Certes, l’enquête reste le fil conducteur de l’oeuvre, mais le comment et le pourquoi vont s’entrechoquer sans discontinuité. Polza Mancini, enfant d’une « lignée de pitoyables inutiles », écrivain qui n’aime pas ce qu’il écrit, marié sans passion, obèse compulsif, nous explique qu’après la mort de son père, il a tout plaqué pour sortir du système et devenir vagabond. Commence alors entre lui et les deux enquêteurs, un jeu du chat et de la souris à la fois narratif et linguistique pour le faire parler, l’amener à se décrire, à avouer mais aussi pour déceler le vrai du faux de cette expédition romanesque car, sous ses airs empotés et sa haine de soi expressive, Polza Mancini n’est pas peut être celui qu’il dit être ou celui qu’il croit être.
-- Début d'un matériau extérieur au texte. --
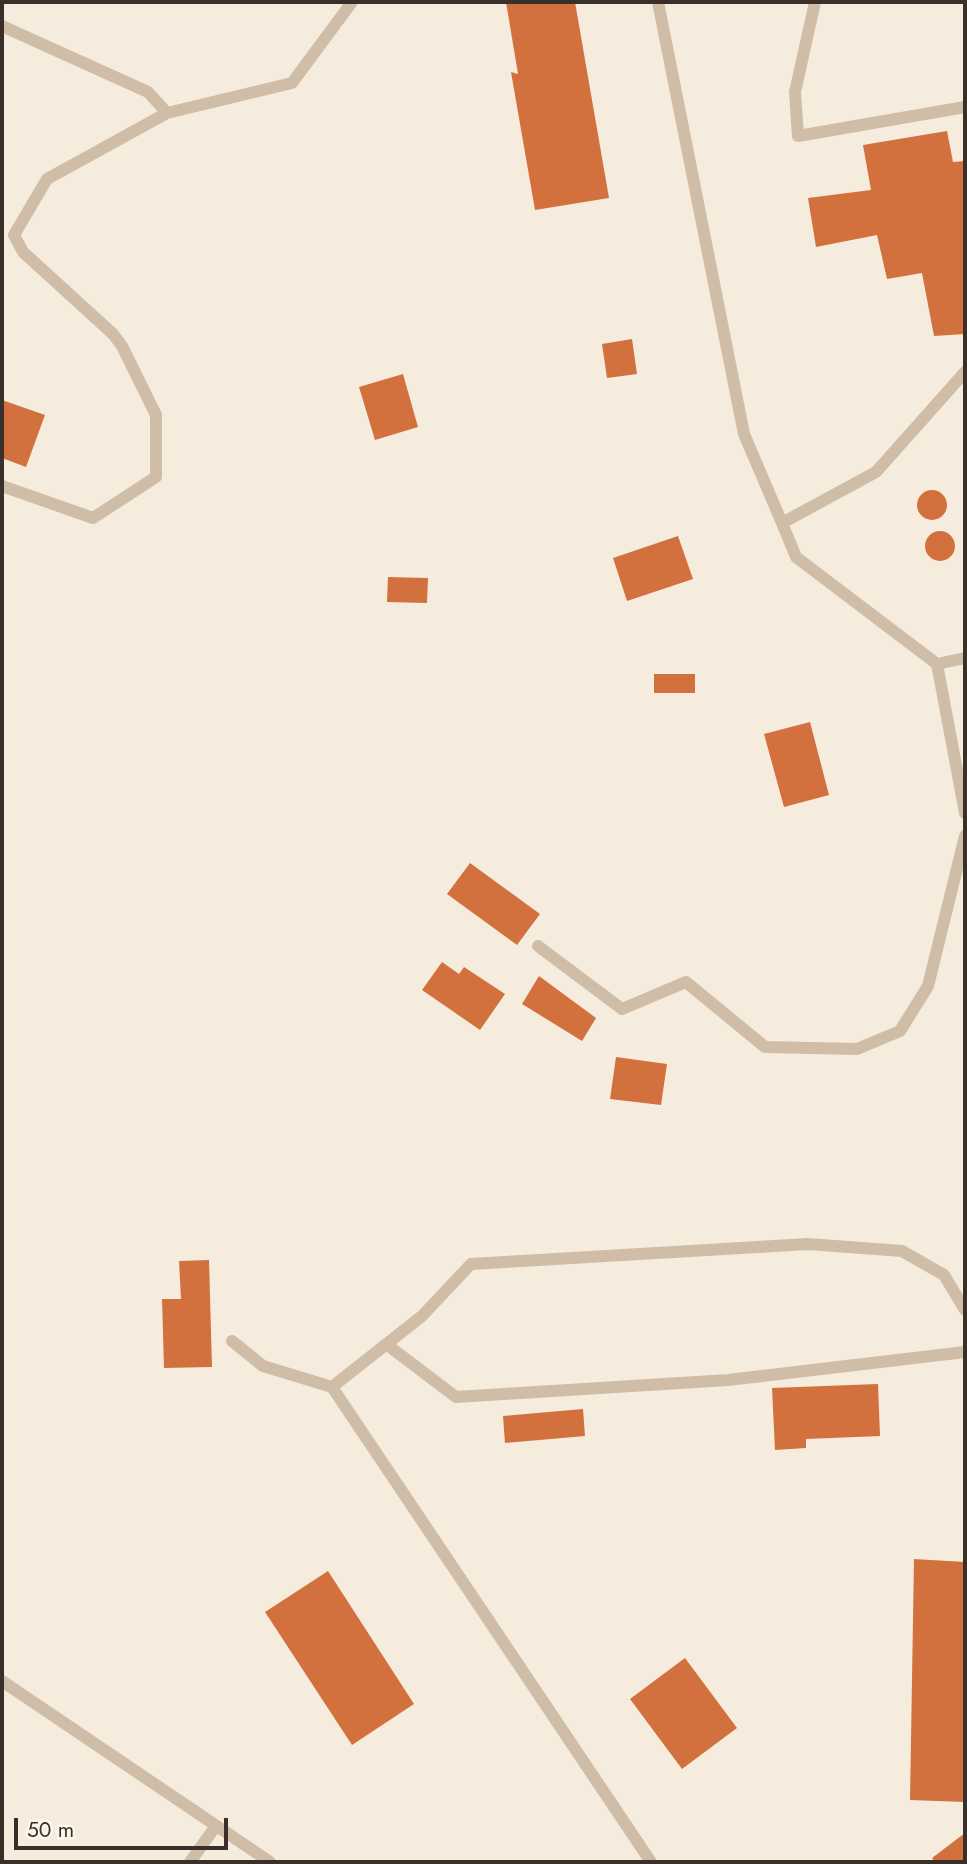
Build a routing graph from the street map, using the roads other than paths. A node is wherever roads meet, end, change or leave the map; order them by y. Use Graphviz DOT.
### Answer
graph roads {
  1 [pos="352,2"];
  2 [pos="658,2"];
  3 [pos="815,2"];
  4 [pos="2,26"];
  5 [pos="965,107"];
  6 [pos="167,113"];
  7 [pos="965,372"];
  8 [pos="2,486"];
  9 [pos="782,523"];
  10 [pos="965,658"];
  11 [pos="937,664"];
  12 [pos="965,813"];
  13 [pos="965,836"];
  14 [pos="538,946"];
  15 [pos="965,1310"];
  16 [pos="232,1341"];
  17 [pos="386,1345"];
  18 [pos="965,1352"];
  19 [pos="332,1387"];
  20 [pos="2,1681"];
  21 [pos="216,1826"];
  22 [pos="190,1862"];
  23 [pos="270,1862"];
  24 [pos="651,1862"];
  1 -- 6 [label="lane"];
  2 -- 9 [label="lane"];
  3 -- 5 [label="lane"];
  4 -- 6 [label="lane"];
  6 -- 8 [label="lane"];
  7 -- 9 [label="lane"];
  9 -- 11 [label="lane"];
  10 -- 11 [label="lane"];
  11 -- 12 [label="lane"];
  13 -- 14 [label="lane"];
  15 -- 17 [label="lane"];
  16 -- 19 [label="lane"];
  17 -- 18 [label="lane"];
  17 -- 19 [label="lane"];
  19 -- 24 [label="lane"];
  20 -- 21 [label="lane"];
  21 -- 22 [label="lane"];
  21 -- 23 [label="lane"];
}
Entre ses moments de trans qu’il appelle les Blasts, ses gueules de bois journalières, ses questionnements, ce dégoût du système, ses rencontres incandescentes (la République « mange misère », Jacky Jourdain le saint, des punks à chien, la famille Oudinot), il devient à nos yeux un protagoniste autant pagnolesque que pittoresque. Au-delà d’un parcours de vie, d’une fuite en avant vers soi-même, c’est la description d’un homme qui voulait « mourir plus vite ». Il n’est pas un loser magnifique qui sortirait de l’esprit des frères Coen, mais s’apparenterait plus à un magma organique et psychique d’un Philippe Grandrieux. Malgré les explications finales, qui donnent une lecture plus rationnelle au personnage, Manu Larcenet ne le condamne jamais de sa propre plume : est-il la résultante d’un système broyeur de chair humaine ou l’une des causes d’un environnement qui se délabre sous nos pieds?
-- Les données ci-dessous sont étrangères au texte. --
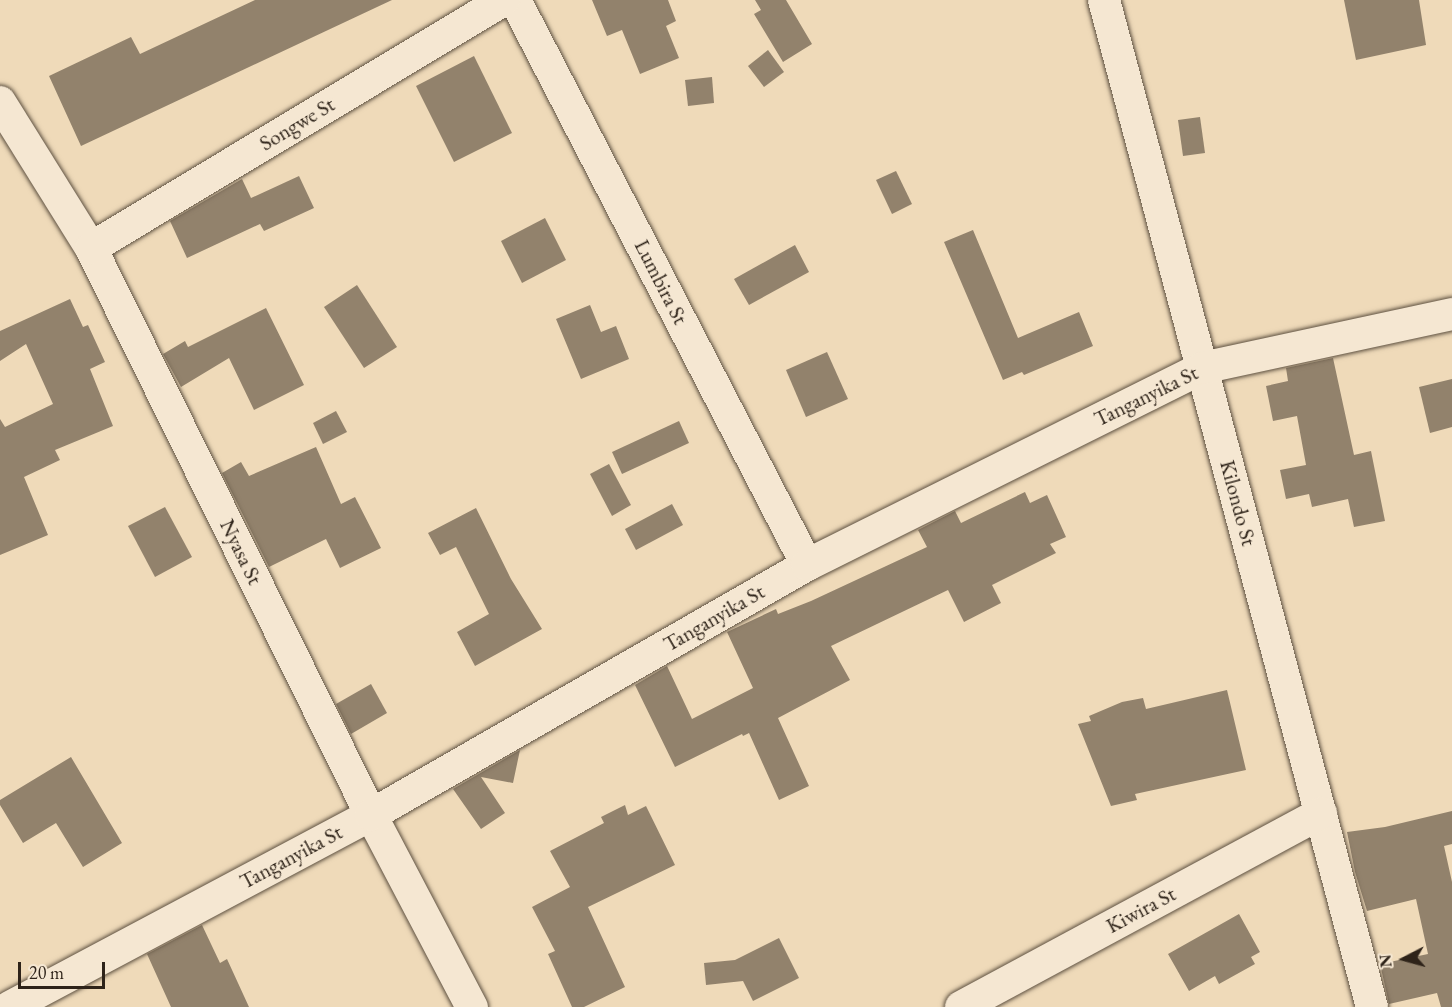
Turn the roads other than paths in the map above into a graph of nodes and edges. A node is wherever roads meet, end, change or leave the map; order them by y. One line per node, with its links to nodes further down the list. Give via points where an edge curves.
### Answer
1 (504, 0): 5 (street, Songwe St)
2 (515, 0): 8 (street, Lumbira St)
3 (1104, 0): 7 (street, Kilondo St)
4 (0, 102): 5 (street, Nyasa St)
5 (91, 248): 10 (street, Nyasa St)
6 (1452, 314): 7 (street, Tanganyika St)
7 (1202, 368): 8 (street, Tanganyika St); 9 (street, Kilondo St)
8 (807, 565): 10 (street, Tanganyika St)
9 (1322, 813): 13 (street, Kiwira St); 14 (street, Kilondo St)
10 (371, 815): 11 (street, Tanganyika St); 12 (street, Nyasa St)
11 (10, 1007)
12 (472, 1007)
13 (961, 1007)
14 (1371, 1007)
Ce qui anime Manu Larcenet n’est pas tant de décrire les campagnes françaises et d’y inclure un regard politique mais d’affronter à corps perdu l’idée même de la noirceur humaine de notre anti-héros et des âmes damnées qu’il rencontre. Celle qui vous fait chavirer, celle qui vous fait naviguer entre déni et culpabilité, et qui ne vous lâche plus jusqu’à la mort. Avec son coup de crayon indescriptible, l’artiste arrive à donner une gravité à chaque case et chaque planche. Ce noir et blanc, ces traits incertains, ces gros plans sur les visages et les regards en biais, ce goût du sang et du foutre, accompagnés d’une touche d’expressionniste qui accentue la torpeur de l’histoire de ce vagabond, font de Blast une aventure humaine qui dépasse le cadre du simple polar ou du road movie, pour devenir ainsi une grande oeuvre existentielle.